EC: I’m always impressed with the innovators – individuals who change the way we do business or how we view things. Sometimes it can be senior leaders or CEOs who are visionary, but trailblazers can hold various job titles at companies. At Robert Half and other organizations, I’m starting to see more roles that are focused specifically on transformation and innovation. Anyone who can take a holistic view of what’s going on internally and externally to determine what steps are necessary to stay relevant is impressive to me.
RIX: How do you encourage creative thinking within your organization?
EC: In my role, it’s necessary to spend as much time talking to external partners as I do to internal contacts. It’s important to give people the opportunity to be heard and make them feel comfortable about bringing their views forward. I encourage all parties to share their perspectives and run with their ideas. Effectively listening to others is how you stay on top of things. If people didn’t listen to me at Robert Half, I wouldn’t have experienced half the opportunities I’ve had.
Women in Staffing
RIX: Any observations over the years about the challenges women face that are specific to staffing firms?
EC: There are many challenges women face across various industries that aren’t specific to the staffing field. Unfortunately, there are instances when women must be strategic about how they position themselves to be heard and taken seriously. There’s a ton of attention on equality right now, but I don’t know that it’s limited to gender matters. Challenges can exist for a wide range of individuals that are in the minority for one reason or another. I do feel strongly that since we’re in the business that we’re in – placing skilled individuals in the right opportunities – that we certainly have a responsibility to give people the chance to be successful in their careers regardless of factors like sex, age, and ethnicity. It starts with us in the staffing business standing up for what’s right and fairly presenting candidates who are qualified for roles.

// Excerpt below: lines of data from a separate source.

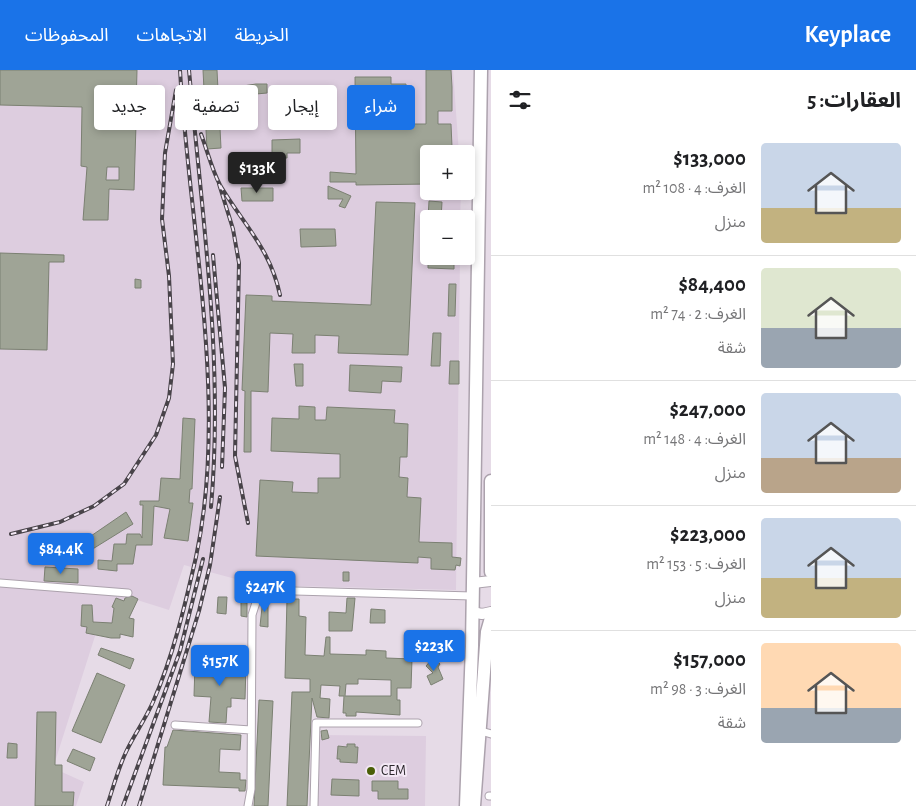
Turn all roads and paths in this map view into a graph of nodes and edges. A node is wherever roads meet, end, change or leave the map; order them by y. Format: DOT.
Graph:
graph roads {
  1 [pos="483,76"];
  2 [pos="491,481"];
  3 [pos="491,572"];
  4 [pos="491,581"];
  5 [pos="0,583"];
  6 [pos="472,590"];
  7 [pos="128,593"];
  8 [pos="472,612"];
  9 [pos="491,612"];
  10 [pos="491,618"];
  11 [pos="472,631"];
  12 [pos="487,632"];
  13 [pos="418,723"];
  14 [pos="175,725"];
  15 [pos="251,730"];
  16 [pos="481,731"];
  17 [pos="248,806"];
  18 [pos="314,806"];
  19 [pos="466,806"];
  20 [pos="474,806"];
  1 -- 6 [label="highway"];
  2 -- 3 [label="highway"];
  4 -- 6 [label="street"];
  5 -- 7 [label="street"];
  6 -- 8 [label="highway"];
  6 -- 15 [label="street"];
  8 -- 9 [label="street"];
  8 -- 11 [label="highway"];
  10 -- 12 [label="highway"];
  11 -- 12 [label="highway"];
  11 -- 16 [label="highway"];
  12 -- 16 [label="highway"];
  13 -- 18 [label="street"];
  14 -- 15 [label="street"];
  15 -- 17 [label="street"];
  16 -- 19 [label="highway"];
  16 -- 20 [label="highway"];
}
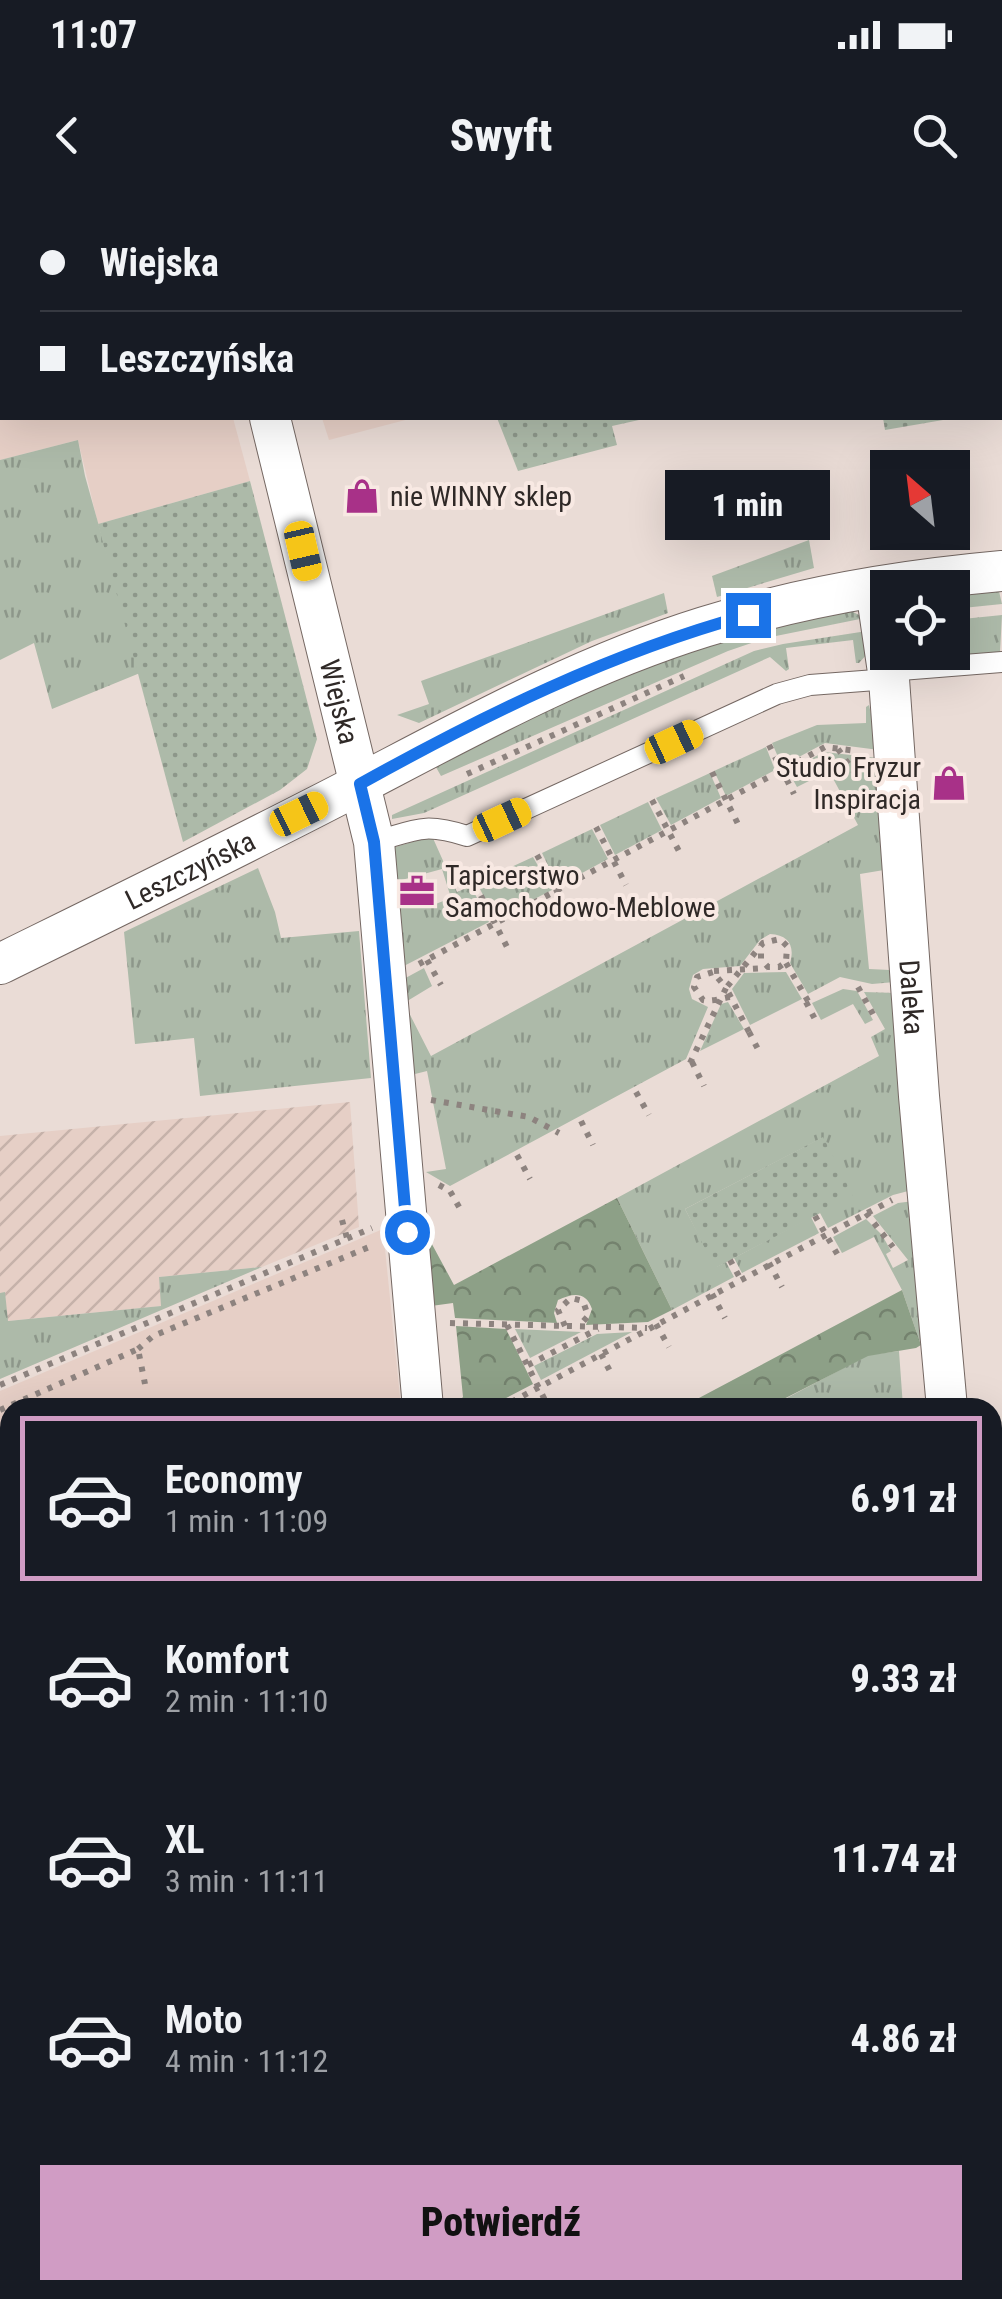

RIX: At RH, you’ve spent a lot of time flying around the world to meet with corporate clients. Let’s say you walk into a big boardroom, and everyone at the table is a guy. How do you handle it if you’re picking up bad signals?
EC: There have probably been many occasions when I’ve been the only woman in a meeting. Personally, I’m not uncomfortable in those situations and it’s not something I even think much about. While you always want to try to stay professional in business settings, if you ever feel like someone’s behavior is inappropriate, you have the option to remove yourself from the situation or address it head-on. The goal is to make it clear when there’s poor conduct and putting a stop to it.
A Few Fun Questions
RIX: Please summarize your career in 3 words
EC: Fulfilling, dynamic, exciting
RIX: What book are you currently reading or what book was the last one you read?
EC: The last book I read was Atomic City Girls by Janet Beard and my next will be The Girls of August by Anne Rivers Siddons.